父佐市が渡米した10年後、弱冠13歳で単身横浜からシアトル行きの「しかご丸」に乗り、19日間の船旅の後1918年(大正7)6月10日、アメリカに入国した(写真1)。まだ電気も来ていなかった佐島から出て、ビルの立ち並ぶシアトルを目の当たりにしたはずである。
写真1 しかご丸乗船者リスト
乗船者は広島、滋賀出身が目立つが、静岡、鹿児島、宮城と多彩である。
ちなみに「しかご丸」は1910年(明治43)の建造。当時は香港~シアトル/タコマ港経路で、途中神戸や横浜に寄港していた。中国人移民が禁止により大幅に減り、日本人の移民も制限が掛かりながらもまだ増えていた頃であろう。1920年以降はブラジル航路に変更されて多数のブラジル移民を運んだ。その後、二次大戦で陸軍に徴用され1943年10月に台湾沖で米潜水艦の雷撃により沈没したという*。

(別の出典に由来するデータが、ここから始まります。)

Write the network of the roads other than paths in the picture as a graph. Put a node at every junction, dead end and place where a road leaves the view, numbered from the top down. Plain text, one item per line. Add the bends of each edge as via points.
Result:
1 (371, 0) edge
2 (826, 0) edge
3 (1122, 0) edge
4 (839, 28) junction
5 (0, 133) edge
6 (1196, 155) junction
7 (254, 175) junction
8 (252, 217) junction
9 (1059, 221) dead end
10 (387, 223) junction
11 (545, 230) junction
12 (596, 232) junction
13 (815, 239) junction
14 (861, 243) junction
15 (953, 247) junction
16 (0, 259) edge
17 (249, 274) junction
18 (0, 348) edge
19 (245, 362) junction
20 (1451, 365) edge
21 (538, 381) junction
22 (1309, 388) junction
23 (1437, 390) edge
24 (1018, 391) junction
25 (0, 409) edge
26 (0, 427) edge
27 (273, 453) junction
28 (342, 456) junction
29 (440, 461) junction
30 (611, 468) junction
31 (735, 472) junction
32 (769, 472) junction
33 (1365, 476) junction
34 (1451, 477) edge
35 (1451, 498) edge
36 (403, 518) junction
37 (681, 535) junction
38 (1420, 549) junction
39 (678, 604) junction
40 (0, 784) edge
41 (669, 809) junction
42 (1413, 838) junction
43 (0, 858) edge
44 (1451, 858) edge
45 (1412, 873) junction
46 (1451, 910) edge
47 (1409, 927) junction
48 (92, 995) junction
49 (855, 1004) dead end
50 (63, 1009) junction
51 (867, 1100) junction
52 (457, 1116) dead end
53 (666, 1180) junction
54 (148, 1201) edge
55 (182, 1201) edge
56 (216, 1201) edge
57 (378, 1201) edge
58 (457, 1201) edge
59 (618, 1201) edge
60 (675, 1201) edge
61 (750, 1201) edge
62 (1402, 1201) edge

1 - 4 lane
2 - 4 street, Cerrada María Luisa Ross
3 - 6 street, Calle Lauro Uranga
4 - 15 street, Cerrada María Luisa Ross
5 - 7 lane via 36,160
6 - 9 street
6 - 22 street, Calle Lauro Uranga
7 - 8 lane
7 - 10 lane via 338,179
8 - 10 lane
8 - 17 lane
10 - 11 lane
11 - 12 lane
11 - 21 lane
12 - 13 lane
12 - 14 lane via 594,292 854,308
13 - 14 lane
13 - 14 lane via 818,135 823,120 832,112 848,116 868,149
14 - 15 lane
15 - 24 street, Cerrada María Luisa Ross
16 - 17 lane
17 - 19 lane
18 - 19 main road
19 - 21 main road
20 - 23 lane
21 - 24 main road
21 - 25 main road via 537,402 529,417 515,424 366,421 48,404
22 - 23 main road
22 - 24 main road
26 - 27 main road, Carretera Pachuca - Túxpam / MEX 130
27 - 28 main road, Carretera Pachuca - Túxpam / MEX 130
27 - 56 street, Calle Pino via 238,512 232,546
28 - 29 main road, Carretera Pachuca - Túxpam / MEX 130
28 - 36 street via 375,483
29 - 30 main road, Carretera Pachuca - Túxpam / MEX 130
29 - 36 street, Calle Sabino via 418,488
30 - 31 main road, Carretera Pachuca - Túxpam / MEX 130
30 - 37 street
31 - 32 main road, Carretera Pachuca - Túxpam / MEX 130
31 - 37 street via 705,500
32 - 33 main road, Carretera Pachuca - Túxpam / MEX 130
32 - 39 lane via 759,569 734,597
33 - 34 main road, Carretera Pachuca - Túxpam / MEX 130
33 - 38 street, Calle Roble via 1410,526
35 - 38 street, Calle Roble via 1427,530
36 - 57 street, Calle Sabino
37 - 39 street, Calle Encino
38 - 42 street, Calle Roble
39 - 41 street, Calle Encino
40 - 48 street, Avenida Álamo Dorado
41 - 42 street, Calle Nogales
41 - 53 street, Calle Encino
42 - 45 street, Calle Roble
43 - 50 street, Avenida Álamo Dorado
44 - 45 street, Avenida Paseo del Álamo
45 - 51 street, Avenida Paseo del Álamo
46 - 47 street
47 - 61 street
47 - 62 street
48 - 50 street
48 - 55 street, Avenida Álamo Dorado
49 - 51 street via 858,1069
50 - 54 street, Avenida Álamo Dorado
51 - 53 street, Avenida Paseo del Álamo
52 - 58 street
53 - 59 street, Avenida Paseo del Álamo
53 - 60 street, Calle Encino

一は英語名をロバートとしてFailing Elementary Schoolに入学した。ポートランド市第4代市長にして実業家であったJosiah Failing氏が設立した名門校と言う事である**。入学して9か月後の6月16日付け地元紙オレゴニアンにロバートの記事が載っており、Memorial day記念の感想文コンテストにおいてthe best letter or compositionを受賞したとある。(写真2)ABCも判らない息子をいきなり現地校に入れた父、佐市はなかなかのスパルタ主義だったようだが、ロバートもよく頑張ったものである。
写真2
「Second (prize) to Robert Shiomi, a Japanese boy, 14 years old, who, when he entered the school last September could not read, write, speak or understand the English language.」
昨年、汐見の家の屋根裏で1920年1月付けの卒業写真が見つかった。(写真3)身なりの良い白人少年少女40余名の中にただ一人アジア人の少年が口を結んで写っている。家を守る母、マンに送ったものだろう。ロバートは後から2列目、左から3人目と思われる。
*しかご丸
しかご丸の船歴(大日本帝國海軍 特設艦船DATA BASEより)
**フェイリング・スクール
建物は現在も保存され、Portland Community College(PCC)として使われている。